WHAT THE TASK REQUIRES -> Lift every line from the entries that includes the word "graph".
--------------------------------------------------
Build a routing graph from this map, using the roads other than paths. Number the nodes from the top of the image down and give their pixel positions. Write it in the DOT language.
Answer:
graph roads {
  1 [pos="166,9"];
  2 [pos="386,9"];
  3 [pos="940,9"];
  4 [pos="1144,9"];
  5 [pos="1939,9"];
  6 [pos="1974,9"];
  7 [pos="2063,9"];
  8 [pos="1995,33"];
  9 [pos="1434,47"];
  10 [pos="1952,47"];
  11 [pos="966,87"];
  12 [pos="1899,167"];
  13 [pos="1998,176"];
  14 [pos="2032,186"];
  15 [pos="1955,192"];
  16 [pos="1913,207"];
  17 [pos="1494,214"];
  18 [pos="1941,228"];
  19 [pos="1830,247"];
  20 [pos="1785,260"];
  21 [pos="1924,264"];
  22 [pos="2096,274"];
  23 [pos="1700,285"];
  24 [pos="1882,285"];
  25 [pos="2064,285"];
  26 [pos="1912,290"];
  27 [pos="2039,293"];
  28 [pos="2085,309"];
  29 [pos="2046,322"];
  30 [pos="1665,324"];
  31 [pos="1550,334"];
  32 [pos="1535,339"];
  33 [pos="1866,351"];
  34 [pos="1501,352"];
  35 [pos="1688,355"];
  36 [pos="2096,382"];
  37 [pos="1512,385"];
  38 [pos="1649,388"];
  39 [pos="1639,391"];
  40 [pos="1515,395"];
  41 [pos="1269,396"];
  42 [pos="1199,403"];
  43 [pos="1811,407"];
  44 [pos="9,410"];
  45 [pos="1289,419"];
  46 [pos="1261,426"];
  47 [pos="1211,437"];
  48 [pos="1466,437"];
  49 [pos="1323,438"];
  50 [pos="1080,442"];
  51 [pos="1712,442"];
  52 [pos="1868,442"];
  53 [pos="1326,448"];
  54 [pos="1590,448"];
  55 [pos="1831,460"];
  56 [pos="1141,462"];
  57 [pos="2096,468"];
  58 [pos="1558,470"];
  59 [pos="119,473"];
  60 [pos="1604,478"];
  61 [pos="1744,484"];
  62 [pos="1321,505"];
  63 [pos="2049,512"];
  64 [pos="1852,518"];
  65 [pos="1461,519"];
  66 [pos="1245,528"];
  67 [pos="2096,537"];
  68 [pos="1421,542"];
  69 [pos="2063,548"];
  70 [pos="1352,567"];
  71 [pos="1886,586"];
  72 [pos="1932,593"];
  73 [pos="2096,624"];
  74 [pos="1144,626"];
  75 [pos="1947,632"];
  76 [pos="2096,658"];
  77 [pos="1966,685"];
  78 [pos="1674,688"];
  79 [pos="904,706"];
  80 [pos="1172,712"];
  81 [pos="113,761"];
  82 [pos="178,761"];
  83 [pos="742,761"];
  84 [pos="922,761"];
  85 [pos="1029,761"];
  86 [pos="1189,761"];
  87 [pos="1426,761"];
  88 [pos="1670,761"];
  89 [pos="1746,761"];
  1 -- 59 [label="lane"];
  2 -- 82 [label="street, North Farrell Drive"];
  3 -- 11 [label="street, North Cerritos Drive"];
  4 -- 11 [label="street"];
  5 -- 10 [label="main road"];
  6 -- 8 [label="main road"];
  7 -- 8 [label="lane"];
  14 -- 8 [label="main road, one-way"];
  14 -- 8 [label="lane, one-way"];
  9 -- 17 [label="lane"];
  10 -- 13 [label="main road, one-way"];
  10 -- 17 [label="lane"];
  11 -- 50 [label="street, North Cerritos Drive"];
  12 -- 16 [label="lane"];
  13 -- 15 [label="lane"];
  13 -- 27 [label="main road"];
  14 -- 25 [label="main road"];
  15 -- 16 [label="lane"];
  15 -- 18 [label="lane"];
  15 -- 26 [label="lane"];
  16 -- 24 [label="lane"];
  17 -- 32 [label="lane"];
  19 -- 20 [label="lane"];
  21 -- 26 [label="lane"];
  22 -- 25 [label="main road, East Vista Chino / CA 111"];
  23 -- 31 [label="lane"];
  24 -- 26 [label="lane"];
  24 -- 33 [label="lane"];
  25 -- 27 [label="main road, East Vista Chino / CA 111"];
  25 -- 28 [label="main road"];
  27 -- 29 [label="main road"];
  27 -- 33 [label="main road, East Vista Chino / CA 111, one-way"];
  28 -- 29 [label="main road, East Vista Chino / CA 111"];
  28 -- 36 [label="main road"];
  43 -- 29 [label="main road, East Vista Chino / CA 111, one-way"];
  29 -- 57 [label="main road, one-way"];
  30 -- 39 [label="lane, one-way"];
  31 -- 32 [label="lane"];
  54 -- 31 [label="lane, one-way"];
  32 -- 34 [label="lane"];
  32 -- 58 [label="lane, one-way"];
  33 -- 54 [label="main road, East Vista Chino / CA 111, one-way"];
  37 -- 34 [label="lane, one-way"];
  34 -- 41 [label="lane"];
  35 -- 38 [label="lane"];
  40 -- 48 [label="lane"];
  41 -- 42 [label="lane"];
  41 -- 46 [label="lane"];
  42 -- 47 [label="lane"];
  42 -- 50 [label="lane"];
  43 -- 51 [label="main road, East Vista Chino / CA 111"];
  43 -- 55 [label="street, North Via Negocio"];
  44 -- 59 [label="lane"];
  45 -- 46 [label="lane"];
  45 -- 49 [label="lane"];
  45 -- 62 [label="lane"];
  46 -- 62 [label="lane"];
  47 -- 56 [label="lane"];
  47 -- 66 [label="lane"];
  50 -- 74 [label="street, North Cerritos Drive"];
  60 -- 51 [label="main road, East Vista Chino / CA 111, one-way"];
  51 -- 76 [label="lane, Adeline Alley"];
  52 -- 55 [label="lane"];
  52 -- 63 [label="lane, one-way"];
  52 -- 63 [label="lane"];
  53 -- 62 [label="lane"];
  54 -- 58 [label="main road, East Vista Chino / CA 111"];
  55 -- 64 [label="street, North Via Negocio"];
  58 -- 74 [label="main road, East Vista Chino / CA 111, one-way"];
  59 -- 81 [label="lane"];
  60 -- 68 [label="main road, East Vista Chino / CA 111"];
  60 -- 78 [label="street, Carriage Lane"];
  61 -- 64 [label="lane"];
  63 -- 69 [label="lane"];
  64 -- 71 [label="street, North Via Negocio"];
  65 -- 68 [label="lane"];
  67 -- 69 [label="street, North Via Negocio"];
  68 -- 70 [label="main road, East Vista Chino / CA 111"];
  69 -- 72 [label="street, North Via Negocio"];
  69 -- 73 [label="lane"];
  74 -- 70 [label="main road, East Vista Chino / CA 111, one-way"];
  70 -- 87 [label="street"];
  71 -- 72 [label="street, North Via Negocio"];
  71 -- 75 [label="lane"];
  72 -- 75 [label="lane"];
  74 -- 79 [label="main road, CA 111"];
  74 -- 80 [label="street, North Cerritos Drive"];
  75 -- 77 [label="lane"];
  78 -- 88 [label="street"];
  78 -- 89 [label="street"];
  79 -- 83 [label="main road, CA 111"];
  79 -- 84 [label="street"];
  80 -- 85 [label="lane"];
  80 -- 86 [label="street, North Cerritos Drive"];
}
--------------------------------------------------
SOLUTION TO THE PROBLEM ->
Build a routing graph from this map, using the roads other than paths. Number the nodes from the top of the image down and give their pixel positions. Write it in the DOT language.
graph roads {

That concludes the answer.